"Vou falar-te das vezes que morri,
sufocada de sombras, tão capaz me sinto de morder
as lembranças que intimidam minhas mãos.
Ele entrou, subitamente, no meu sorriso esquivo
e eu retornei, mansamente, à raiz da ternura,
em multiplicado espanto.
Por isso, quero escrever, sem confidências,
os vestígios da maresia
nos meus olhos submersos nos dele
e deixar que a fogueira que me arde no olhar
ateie um lume mais noturno.
Perdi a inocência mal o avistei.
Reconhecer-lhe-ia os passos à máxima distância,
tão nítida se tornou para mim a sua sombra.
Às vezes, de madrugada,
a minha pele tinha o cheiro dele,
como se me tivesse abraçado a noite inteira.
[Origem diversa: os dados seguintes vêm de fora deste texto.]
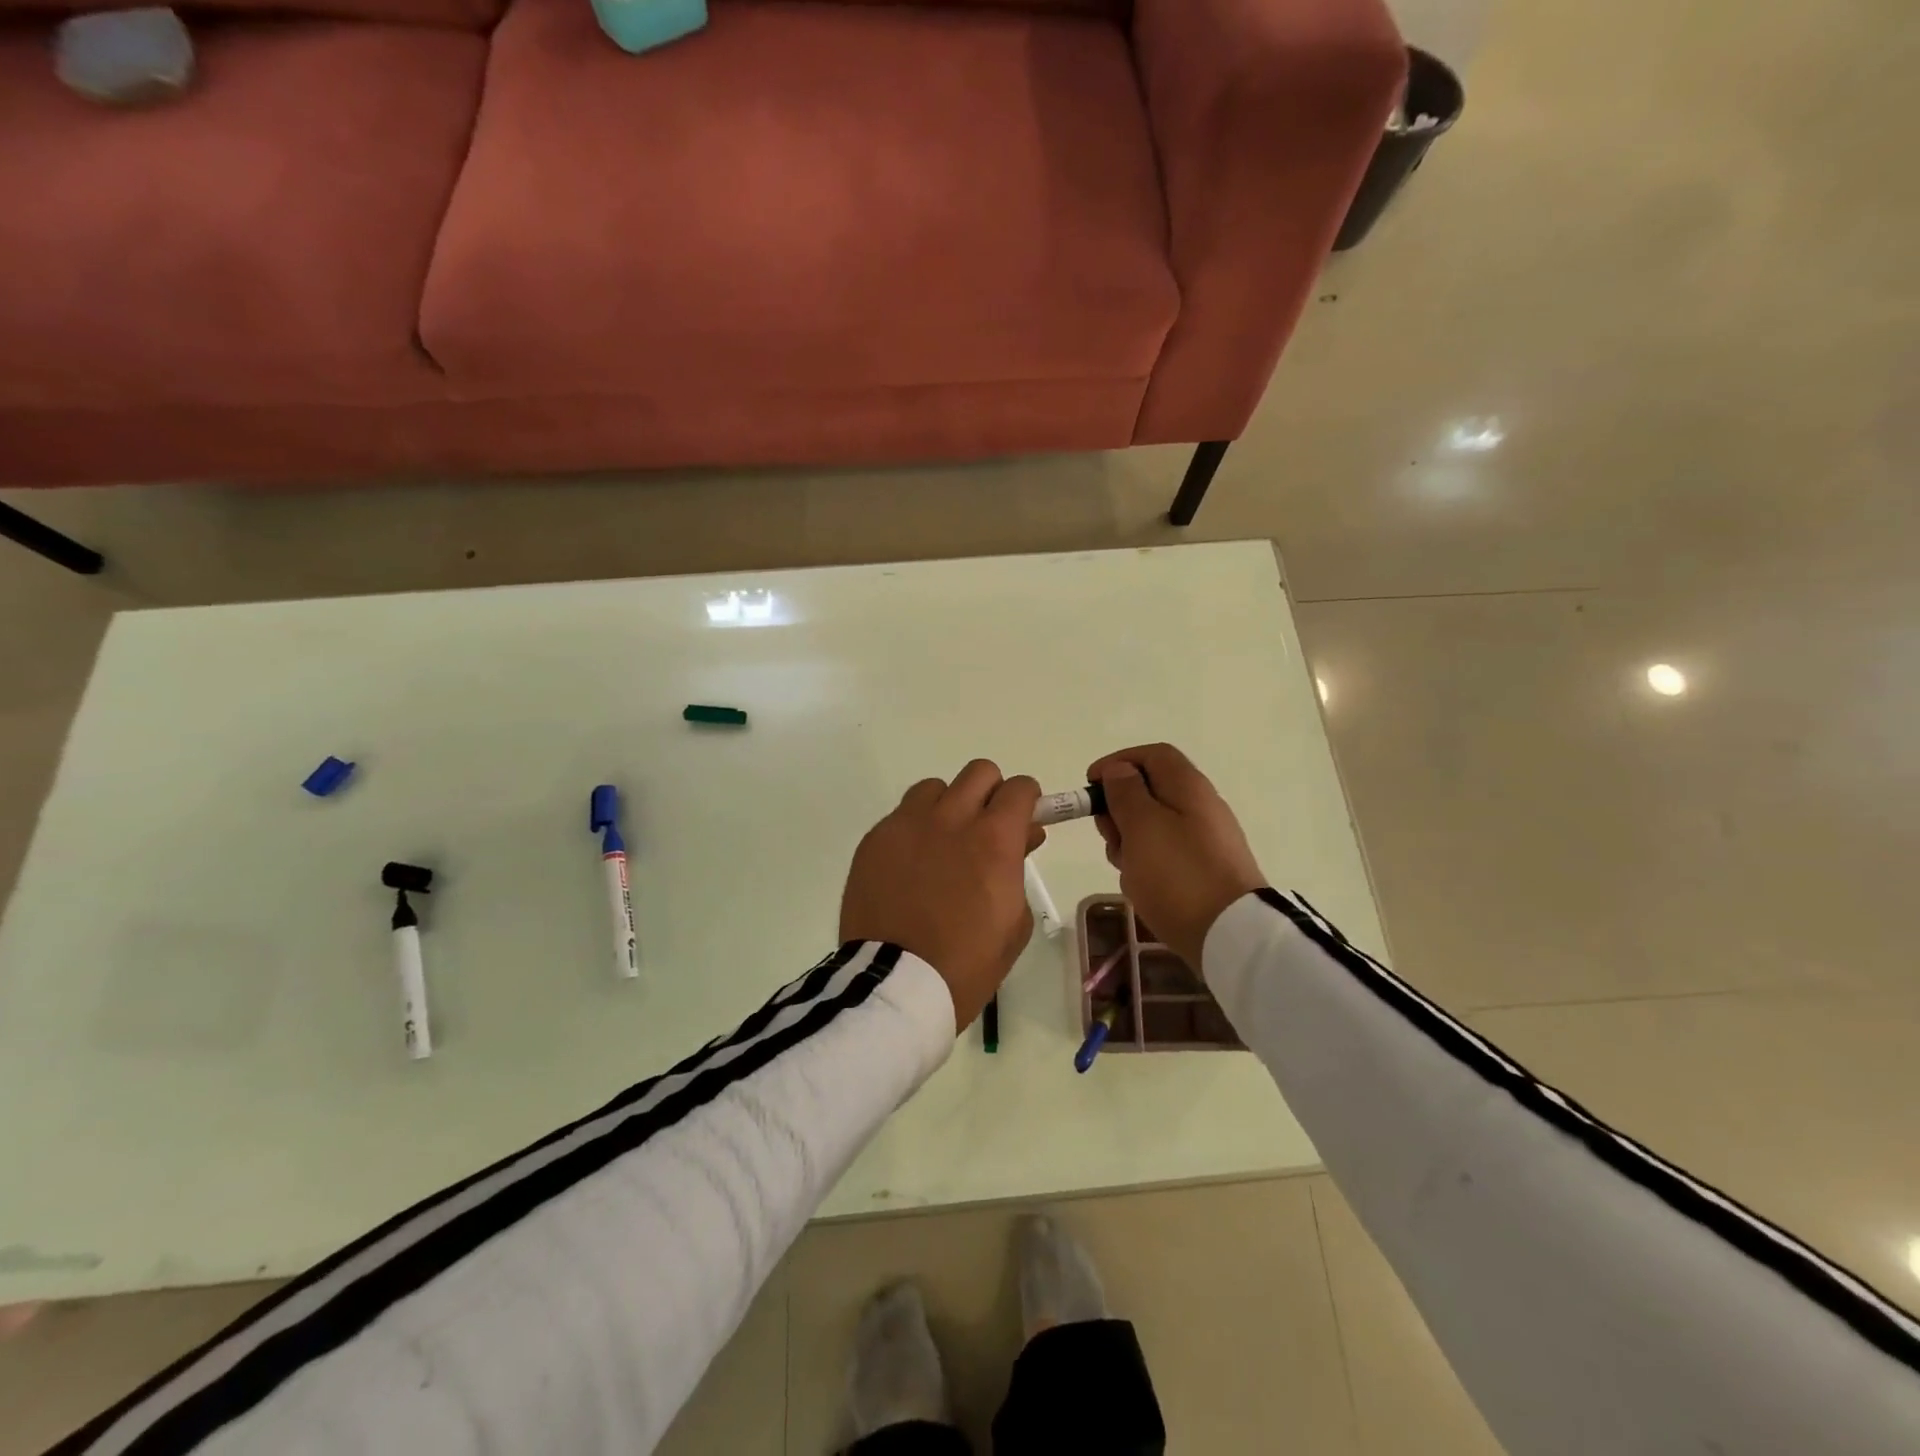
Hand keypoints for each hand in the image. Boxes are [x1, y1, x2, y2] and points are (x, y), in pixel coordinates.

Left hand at [840, 760, 1044, 1030]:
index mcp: (994, 839)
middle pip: (979, 772)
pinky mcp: (875, 839)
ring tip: (943, 843)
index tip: (1023, 819)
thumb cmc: (968, 962)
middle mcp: (951, 818)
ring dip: (948, 806)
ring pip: (935, 787)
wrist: (896, 984)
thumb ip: (1018, 866)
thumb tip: (1020, 837)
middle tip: (987, 827)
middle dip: (991, 793)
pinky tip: (910, 864)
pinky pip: (901, 815)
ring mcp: (907, 824)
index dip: (1027, 800)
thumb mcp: (1014, 920)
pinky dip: (914, 829)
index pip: (1019, 788)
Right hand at [1085, 744, 1265, 974]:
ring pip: (1153, 827)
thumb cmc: (1178, 874)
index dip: (1117, 763)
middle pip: (1150, 791)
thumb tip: (1120, 770)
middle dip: (1119, 809)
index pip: (1151, 755)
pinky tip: (1141, 887)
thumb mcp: (1142, 826)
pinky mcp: (1203, 871)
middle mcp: (1200, 807)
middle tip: (1108, 834)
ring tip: (1125, 867)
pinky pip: (1165, 856)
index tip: (1090, 786)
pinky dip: (1146, 864)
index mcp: (1188, 787)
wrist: (1232, 936)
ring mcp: (1204, 841)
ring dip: (1129, 841)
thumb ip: (1126, 793)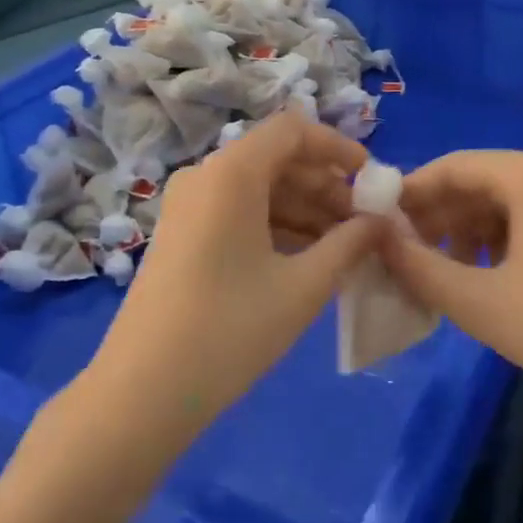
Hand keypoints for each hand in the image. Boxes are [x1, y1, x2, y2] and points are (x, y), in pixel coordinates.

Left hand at [84, 110, 385, 438]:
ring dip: (305, 209)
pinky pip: (239, 211)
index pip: (293, 130)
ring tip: (345, 246)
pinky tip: (308, 258)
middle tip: (365, 223)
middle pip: (277, 158)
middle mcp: (206, 175)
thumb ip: (349, 244)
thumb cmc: (230, 331)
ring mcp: (188, 205)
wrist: (142, 393)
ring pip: (259, 188)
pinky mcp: (182, 234)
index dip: (338, 147)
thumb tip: (380, 222)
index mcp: (232, 172)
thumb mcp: (303, 287)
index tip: (372, 180)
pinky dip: (276, 225)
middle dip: (326, 185)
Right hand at [379, 151, 522, 410]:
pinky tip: (484, 273)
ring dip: (467, 228)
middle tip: (406, 250)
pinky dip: (500, 237)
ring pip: (505, 200)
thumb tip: (378, 238)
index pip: (454, 166)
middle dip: (439, 214)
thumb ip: (419, 266)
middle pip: (480, 180)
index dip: (412, 192)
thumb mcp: (478, 301)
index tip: (380, 221)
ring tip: (442, 269)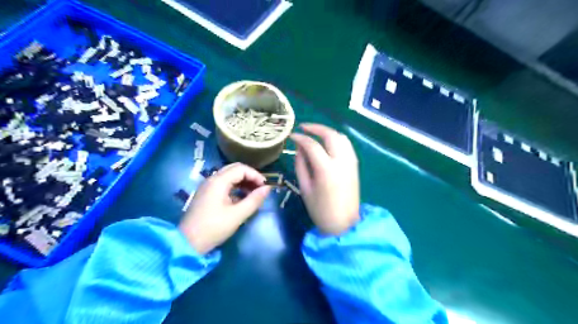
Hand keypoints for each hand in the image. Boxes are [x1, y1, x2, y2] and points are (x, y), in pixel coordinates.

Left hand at [180, 163, 271, 254]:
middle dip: (250, 176)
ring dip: (243, 181)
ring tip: (253, 194)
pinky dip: (235, 187)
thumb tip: (268, 188)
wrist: (188, 243)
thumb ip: (254, 200)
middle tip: (260, 188)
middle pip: (235, 169)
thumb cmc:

Apetecia-me, então, roçar-lhe os dedos no peito,
ou tomá-lo nos braços, como quem embala um filho.
Diz-me tu: como evitar esta emboscada
de me deixar dominar
pela excessiva claridade do seu rosto?
Dizem que aqueles que o seguiam
traziam sobre os olhos um novo sistema solar,
onde era possível ver no escuro
todas as margens dos rios
e ouvir no firmamento todo o silêncio do mundo.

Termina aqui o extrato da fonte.